Thursday, January 12, 2017

Culture and Law

Ohio has a perennial problem with nitrate pollution harming water quality of lakes and rivers, and even groundwater. The pollution is from farm run off and inadequate public and private waste water treatment systems. People would rather spend funds on other things than cleaning up water, and most of the time this type of pollution is invisible. It only becomes obvious when there are toxic algae blooms that close beaches, or in random individual cases, when private well water actually gets polluted and becomes toxic.

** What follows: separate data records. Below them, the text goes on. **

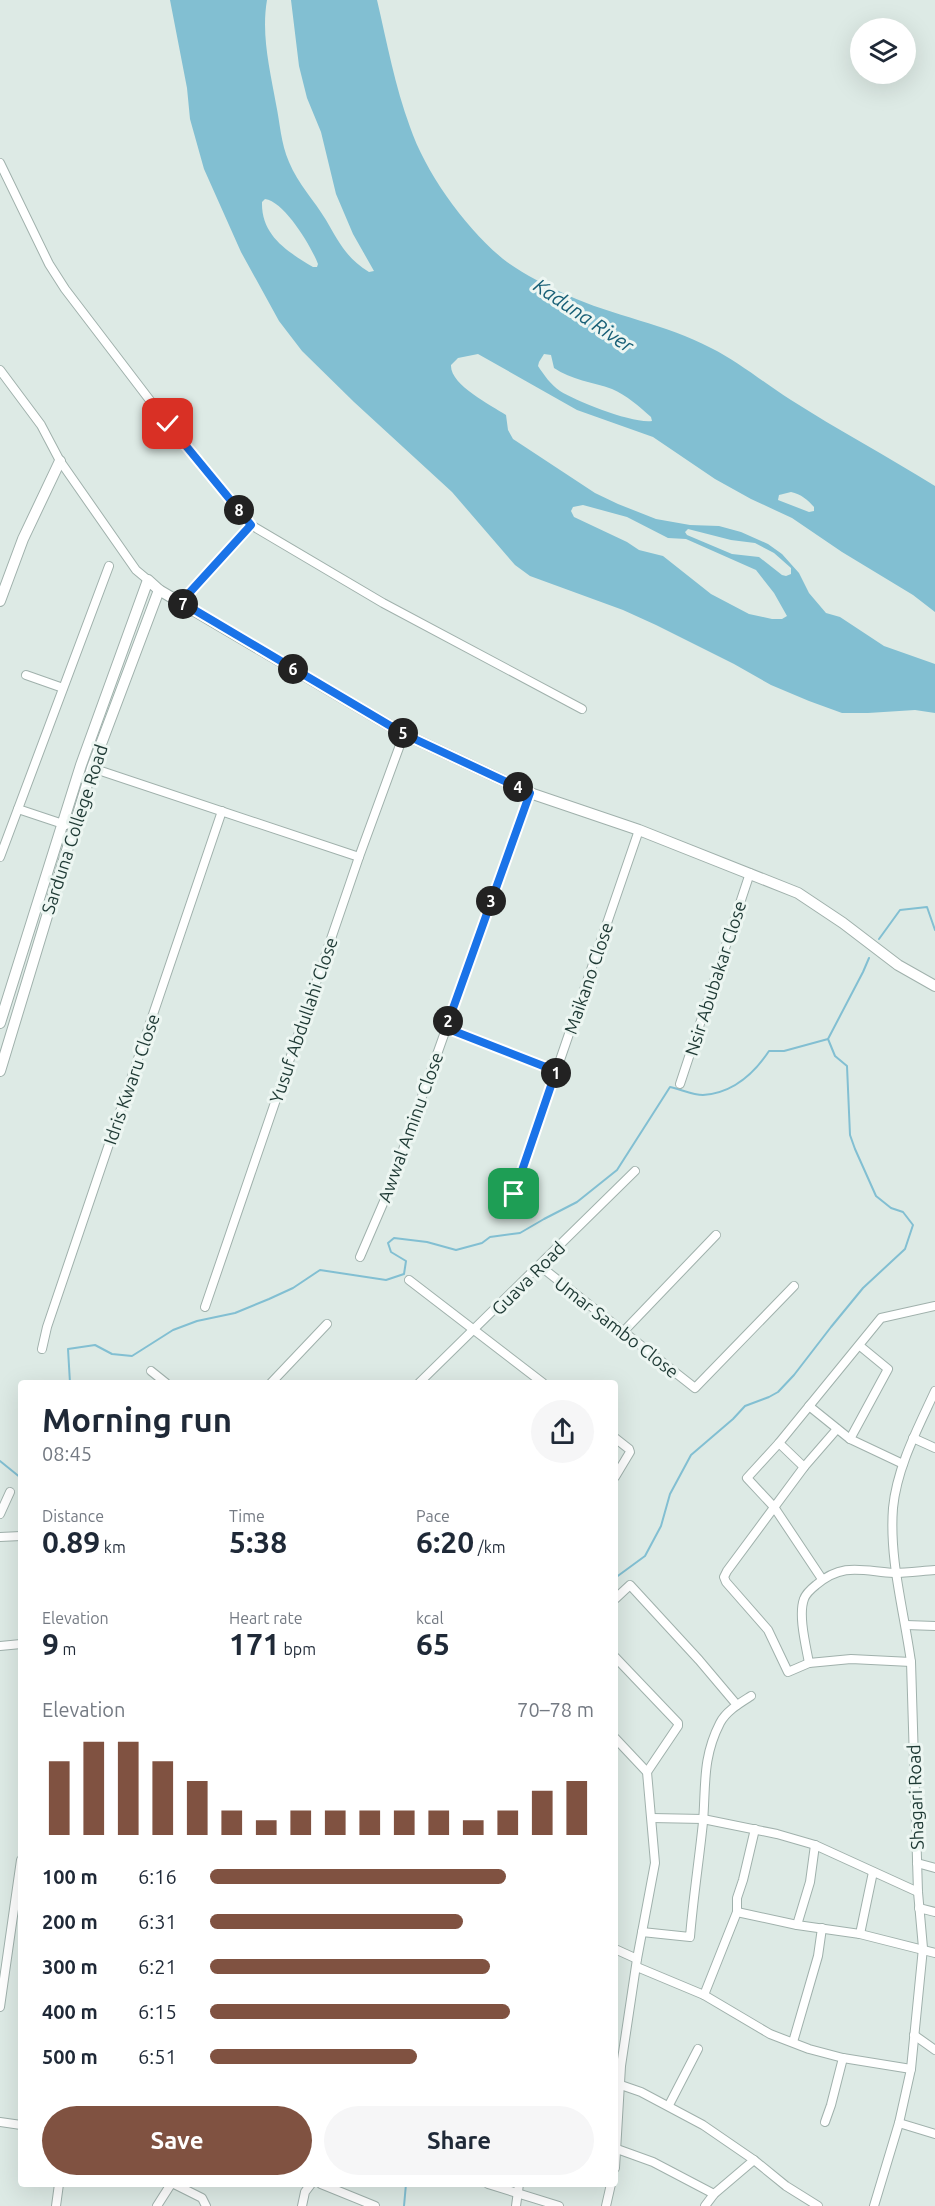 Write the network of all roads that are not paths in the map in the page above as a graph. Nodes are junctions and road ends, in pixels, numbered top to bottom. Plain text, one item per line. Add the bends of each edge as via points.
1 (0, 163) edge
2 (0, 370) edge
3 (60, 460) junction
4 (251, 525) junction
5 (109, 566) dead end
6 (148, 580) junction
7 (159, 590) junction
8 (0, 601) edge
9 (181, 602) junction
10 (26, 675) dead end
11 (63, 688) junction
12 (582, 709) dead end
13 (404, 734) junction
14 (92, 768) junction
15 (530, 793) junction
16 (18, 809) junction
17 (222, 811) junction
18 (67, 825) junction
19 (639, 830) junction
20 (3, 838) edge
21 (0, 857) edge
22 (359, 857) junction
23 (750, 873) junction
24 (935, 986) edge
25 (3, 998) edge
26 (0, 1023) edge
27 (446, 1028) junction
28 (0, 1071) edge
29 (556, 1071) junction
30 (680, 1084) dead end
31 (635, 1171) dead end
32 (514, 1194) dead end
33 (716, 1234) dead end
34 (360, 1257) dead end
35 (540, 1266) junction
36 (409, 1280) dead end
37 (794, 1287) dead end
38 (935, 1306) edge
39 (205, 1307) dead end
40 (327, 1324) dead end
41 (474, 1330) junction
42 (623, 1332) junction
43 (860, 1346) junction
44 (42, 1349) dead end
45 (151, 1371) dead end
46 (162, 1380) edge
47 (274, 1380) edge
48 (422, 1380) edge
49 (539, 1380) edge
50 (934, 1396) edge
51 (811, 1404) junction
52 (837, 1429) junction
53 (914, 1438) junction
54 (850, 1439) junction
55 (618, 1440) edge
56 (779, 1443) junction
57 (935, 1448) edge
58 (903, 1464) junction
59 (804, 1467) junction
60 (618, 1472) edge
61 (10, 1492) dead end
62 (774, 1507) junction
63 (0, 1514) edge
64 (18, 1536) edge
65 (0, 1537) edge
66 (935, 1570) edge
67 (896, 1573) junction
68 (822, 1579) junction
69 (618, 1596) edge
70 (906, 1625) junction
71 (935, 1626) edge
72 (18, 1644) edge
73 (0, 1646) edge
74 (618, 1660) edge
75 (911, 1662) junction
76 (809, 1663) junction
77 (751, 1696) dead end
78 (737, 1705) junction
79 (618, 1741) edge
80 (647, 1772) junction
81 (652, 1818) junction
82 (703, 1819) junction
83 (755, 1829) junction
84 (815, 1845) junction
85 (917, 1863) junction
86 (935, 1868) edge
87 (873, 1872) junction
88 (18, 1881) edge
89 (918, 1892) junction
90 (920, 1908) junction
91 (737, 1912) junction
92 (935, 1912) edge
93 (797, 1925) junction
94 (822, 1928) junction
95 (642, 1932) junction
96 (860, 1934) junction
97 (923, 1948) junction
98 (618, 1951) edge
99 (935, 1953) edge
100 (637, 1963) junction
101 (704, 1995) junction
102 (0, 2007) edge
103 (914, 2035) junction
104 (793, 2042) junction
105 (698, 2049) dead end
106 (935, 2050) edge
107 (843, 2058) junction
108 (911, 2069) junction
109 (618, 2078) edge
110 (618, 2084) edge
111 (669, 2105) junction
112 (0, 2122) edge
113 (825, 2122) dead end
114 (899, 2123) junction
115 (18, 2125) edge
116 (935, 2133) edge
117 (618, 2149) edge
118 (754, 2160) junction
119 (59, 2187) edge
120 (170, 2187) edge
121 (178, 2187) edge
122 (308, 2187) edge
123 (328, 2187) edge
124 (611, 2187) edge
125 (518, 2189) edge
126 (714, 2194) junction
127 (56, 2206) edge
128 (158, 2206) edge
129 (206, 2206) edge
130 (302, 2206) edge
131 (375, 2206) edge
132 (516, 2206) edge
133 (559, 2206) edge
134 (606, 2206) edge
135 (705, 2206) edge
136 (818, 2206) edge
137 (874, 2206) edge

1 - 4 street via 65,289
2 - 3 street via 41,425
3 - 6 street via 136,570
3 - 8 street via 23,539
4 - 9 street
4 - 12 street via 383,603
5 - 11 street
6 - 7 street
6 - 18 street, Sarduna College Road
7 - 9 street
7 - 14 street, Sarduna College Road
9 - 13 street
10 - 11 street
11 - 16 street
13 - 15 street
13 - 22 street, Yusuf Abdullahi Close
14 - 17 street
14 - 18 street, Sarduna College Road
15 - 19 street
15 - 27 street, Awwal Aminu Close
16 - 18 street
16 - 20 street
17 - 22 street
17 - 44 street, Idris Kwaru Close
18 - 25 street, Sarduna College Road
18 - 28 street, Sarduna College Road
19 - 23 street
19 - 29 street, Maikano Close
20 - 21 street
22 - 39 street, Yusuf Abdullahi Close
23 - 24 street via 798,893 898,965
23 - 30 street, Nsir Abubakar Close
25 - 26 street, Sarduna College Road
27 - 29 street
27 - 34 street, Awwal Aminu Close via 388,1192
29 - 32 street, Maikano Close
31 - 35 street, Guava Road
33 - 42 street
35 - 41 street, Guava Road
35 - 42 street, Umar Sambo Close
36 - 41 street
37 - 42 street, Umar Sambo Close via 695,1388
38 - 43 street via 881,1318
40 - 47 street
41 - 48 street, Guava Road
41 - 49 street
43 - 51 street
43 - 54 street via 888,1368
45 - 46 street
50 - 53 street, Shagari Road
51 - 52 street
51 - 56 street
52 - 54 street
52 - 59 street
53 - 57 street
53 - 58 street, Shagari Road
54 - 58 street
55 - 60 street via 630,1452
56 - 59 street
56 - 62 street via 747,1478
58 - 67 street, Shagari Road via 893,1508
59 - 62 street
61 - 63 street
62 - 68 street
62 - 76 street via 724,1576 768,1630 788,1672
64 - 65 street
66 - 67 street
67 - 68 street via 847,1569
67 - 70 street, Shagari Road
68 - 76 street via 808,1592 803,1605
69 - 78 street via 630,1585
70 - 71 street
70 - 75 street, Shagari Road
72 - 73 street
74 - 80 street via 678,1723
75 - 76 street via 851,1659
75 - 85 street, Shagari Road
77 - 78 street
78 - 82 street via 721,1720 712,1742 704,1775
79 - 80 street
80 - 81 street
81 - 82 street
81 - 95 street via 656,1863
82 - 83 street
82 - 95 street via 690,1937
83 - 84 street
83 - 91 street
84 - 87 street
84 - 93 street via 810,1882
85 - 86 street
85 - 89 street, Shagari Road
87 - 89 street
87 - 96 street
88 - 102 street
89 - 90 street, Shagari Road
90 - 92 street
90 - 97 street, Shagari Road
91 - 93 street
91 - 101 street
93 - 94 street
94 - 96 street
94 - 104 street via 818,1956
95 - 100 street
96 - 97 street
97 - 99 street
97 - 103 street, Shagari Road
98 - 100 street
100 - 101 street
100 - 109 street
101 - 104 street via 770,2034
103 - 106 street
103 - 108 street, Shagari Road
104 - 107 street
105 - 111 street
107 - 108 street
107 - 113 street
108 - 114 street, Shagari Road
110 - 111 street
111 - 118 street
112 - 115 street
114 - 116 street
114 - 137 street, Shagari Road
117 - 126 street
118 - 126 street
118 - 136 street
119 - 127 street
120 - 128 street
121 - 129 street via 202,2198
122 - 130 street
123 - 131 street
124 - 134 street
125 - 132 street
125 - 133 street
126 - 135 street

Ohio's water problems pale in comparison with third world countries with high population denisty and no treatment of industrial, agricultural, or human waste. The Ganges River, for example, is more polluted than effluent from a typical septic tank in the United States. EPA standards in the United States force beaches to close when e coli. bacteria count exceeds 235 / 100 mL of water. The Ganges has concentrations of 100,000,000 / 100 mL of water!

So here's the question: would people in the United States install septic systems if they didn't have to? (probably not) But the flip side of that question is: when there are laws for public sanitation, and people en masse don't follow them (for example, in India), then what good is the law?

It seems like cultural imperatives are necessary for the legal ones to have any effect. It also seems likely that the cultural imperatives without the force of law will go lax over time, or allow a society to fracture up into regions where different behavior is tolerated.